Configure a DataSource application’s JVM heap

Default heap size

If no JVM heap size is configured in a DataSource component’s configuration, then the DataSource component uses the JVM’s default values for initial and maximum heap size.

Java 8 default heap size

When heap size is unspecified on start up, the default maximum heap size for a 64-bit HotSpot Server JVM is set to 25% of the total physical memory, up to a maximum value of 32GB. For more information, see Parallel collection: Default Heap Size in Oracle’s Java 8 documentation.

We recommend that you always configure an initial and maximum heap size for a DataSource’s JVM.

The table below lists the recommended JVM heap configuration for a number of combinations of components and modules:

Recommended heap sizes
Component Modules Initial heap size Max heap size

Liberator

JMX

256MB

256MB

Liberator

Permissioning Service

1024MB

1024MB

Liberator

JMX + Permissioning Service

1024MB

1024MB

Transformer

JMX

256MB

256MB

Transformer

Refiner

Refiner’s heap memory requirements are workload dependent. We recommend beginning with 2048MB and tuning upwards or downwards from there.

Transformer

JMX + Refiner

C DataSource

JMX

256MB

256MB

Java DataSource

JMX

For Caplin Java DataSources, see the DataSource’s java.conf file. For custom Java DataSources, we recommend beginning with 256MB and tuning upwards or downwards from there.

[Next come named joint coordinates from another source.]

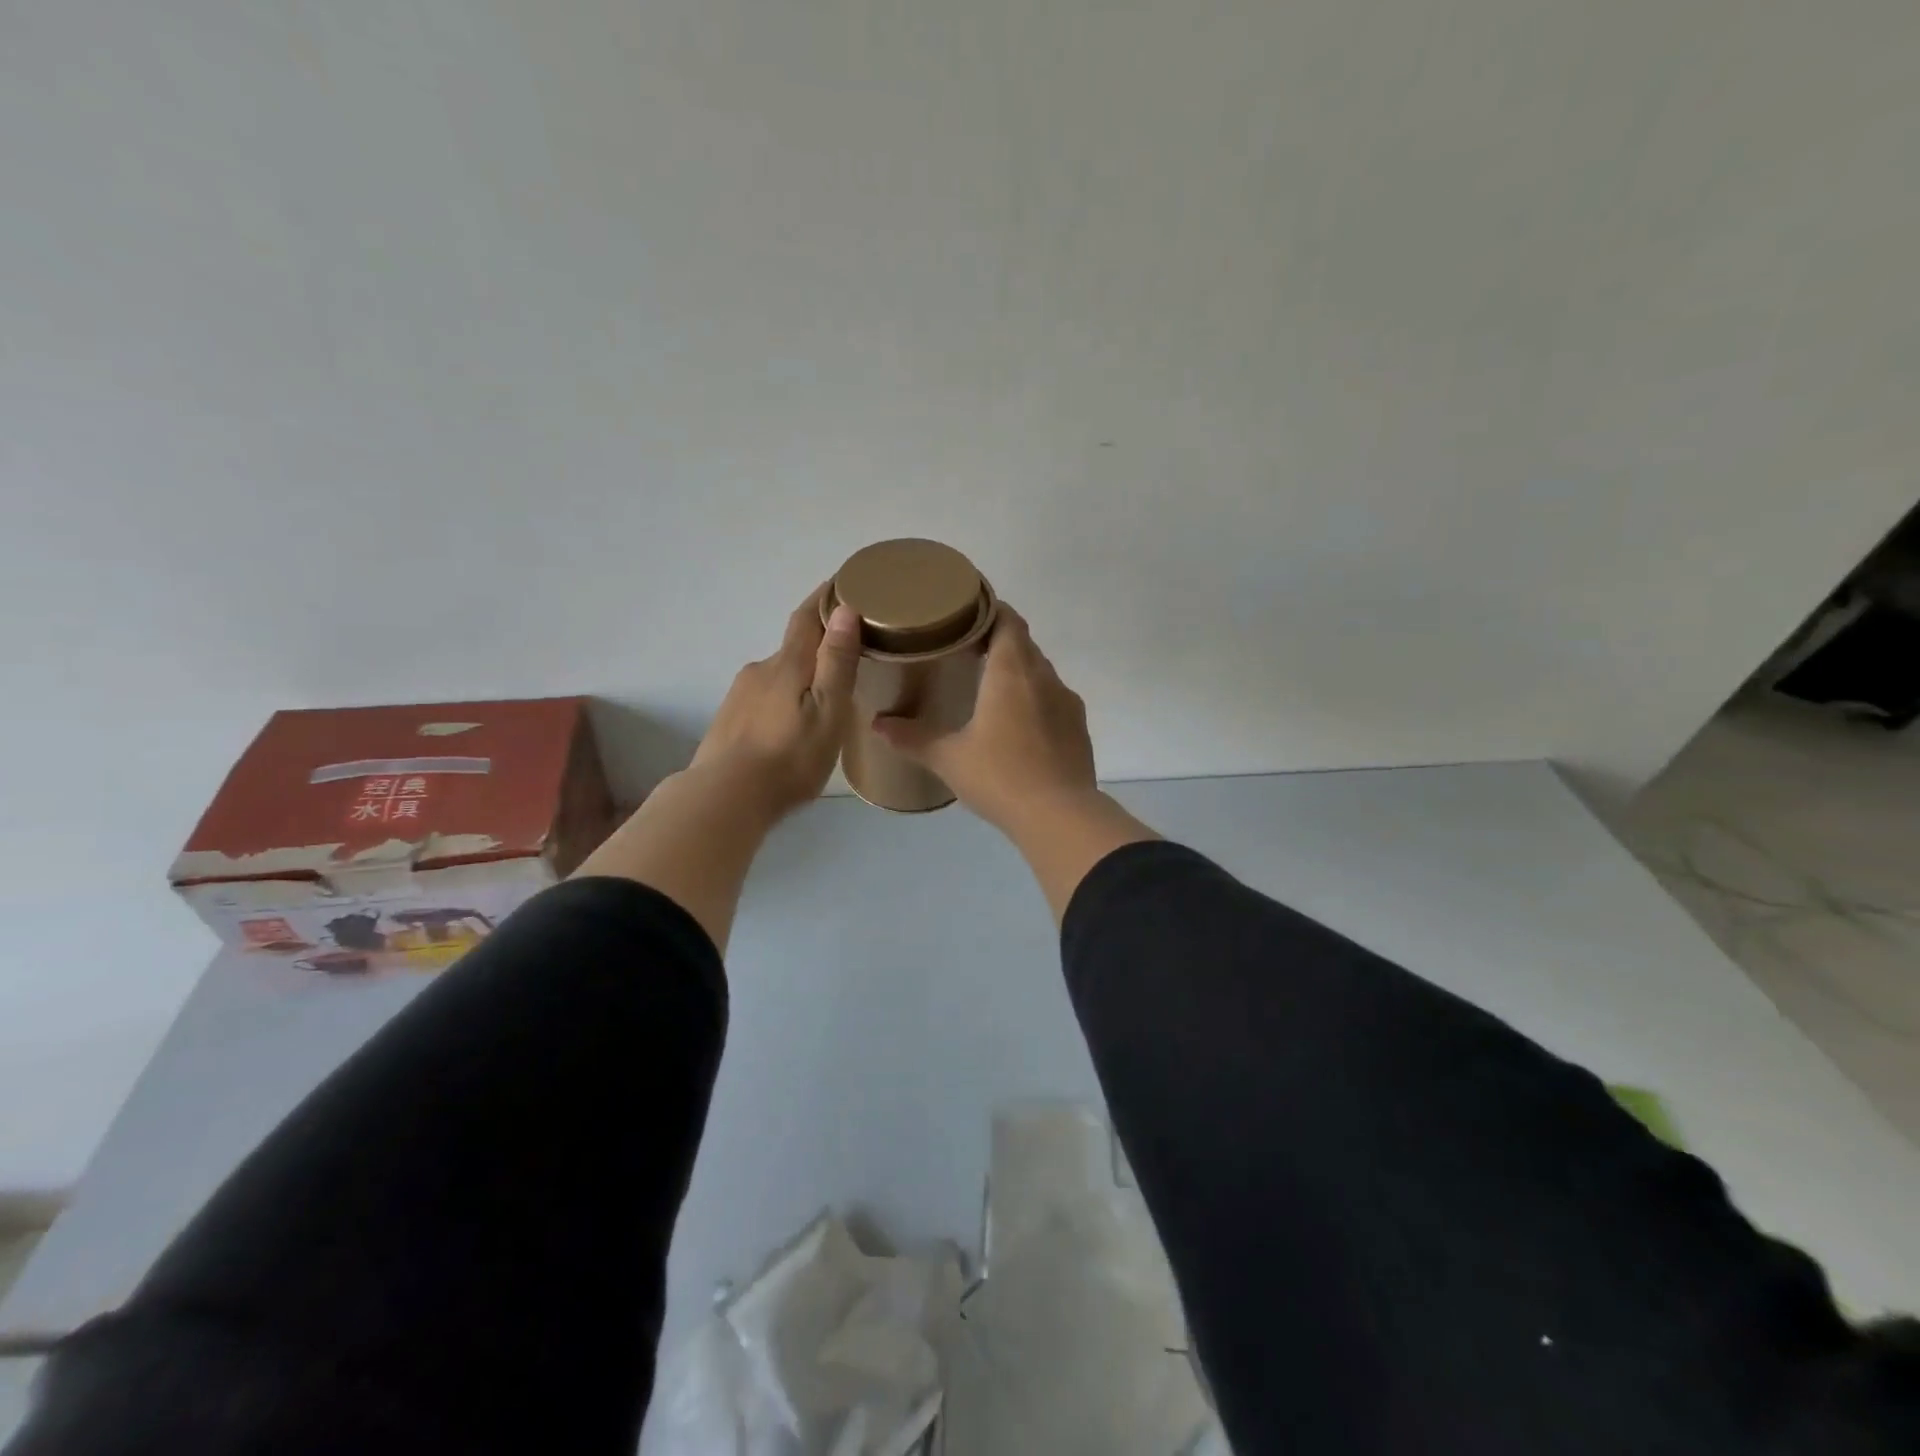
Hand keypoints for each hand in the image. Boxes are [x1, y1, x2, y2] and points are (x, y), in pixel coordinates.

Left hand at [690, 591, 862, 822]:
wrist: (725, 798)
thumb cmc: (789, 756)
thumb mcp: (828, 710)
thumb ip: (836, 661)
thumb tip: (845, 609)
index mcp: (788, 664)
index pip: (807, 617)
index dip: (824, 598)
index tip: (842, 583)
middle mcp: (760, 670)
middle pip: (793, 648)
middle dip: (818, 647)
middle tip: (848, 659)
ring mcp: (739, 695)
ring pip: (778, 677)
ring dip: (799, 679)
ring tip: (822, 701)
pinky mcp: (729, 720)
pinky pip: (763, 699)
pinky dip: (782, 701)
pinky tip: (790, 727)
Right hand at [873, 605, 1097, 832]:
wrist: (1060, 816)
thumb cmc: (1000, 777)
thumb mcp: (949, 758)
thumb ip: (912, 738)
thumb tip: (878, 724)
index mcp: (1013, 672)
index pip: (1007, 620)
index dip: (989, 610)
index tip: (965, 614)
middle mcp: (1044, 677)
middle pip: (1023, 643)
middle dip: (998, 640)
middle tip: (966, 650)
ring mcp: (1067, 702)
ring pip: (1041, 672)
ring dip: (1018, 671)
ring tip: (989, 687)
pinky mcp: (1079, 727)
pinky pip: (1054, 699)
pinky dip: (1034, 699)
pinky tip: (1017, 724)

Configuring JVM heap size for a C DataSource

These are generic instructions for all C DataSources. For instructions specific to Liberator and Transformer, follow the instructions below:

To configure the JVM heap size of a C DataSource deployed to a Deployment Framework, edit the file global_config/overrides/<datasource_name>/DataSource/etc/java.conf.

Initial and maximum heap size are configured using the jvm-options configuration item to set the JVM start-up options -Xms (initial heap size) and -Xmx (maximum heap size).

Although all C DataSources set JVM heap size parameters using jvm-options, some C DataSources, like Liberator and Transformer, define heap size in configuration variables. Check the structure of the DataSource’s java.conf file and edit according to the convention used.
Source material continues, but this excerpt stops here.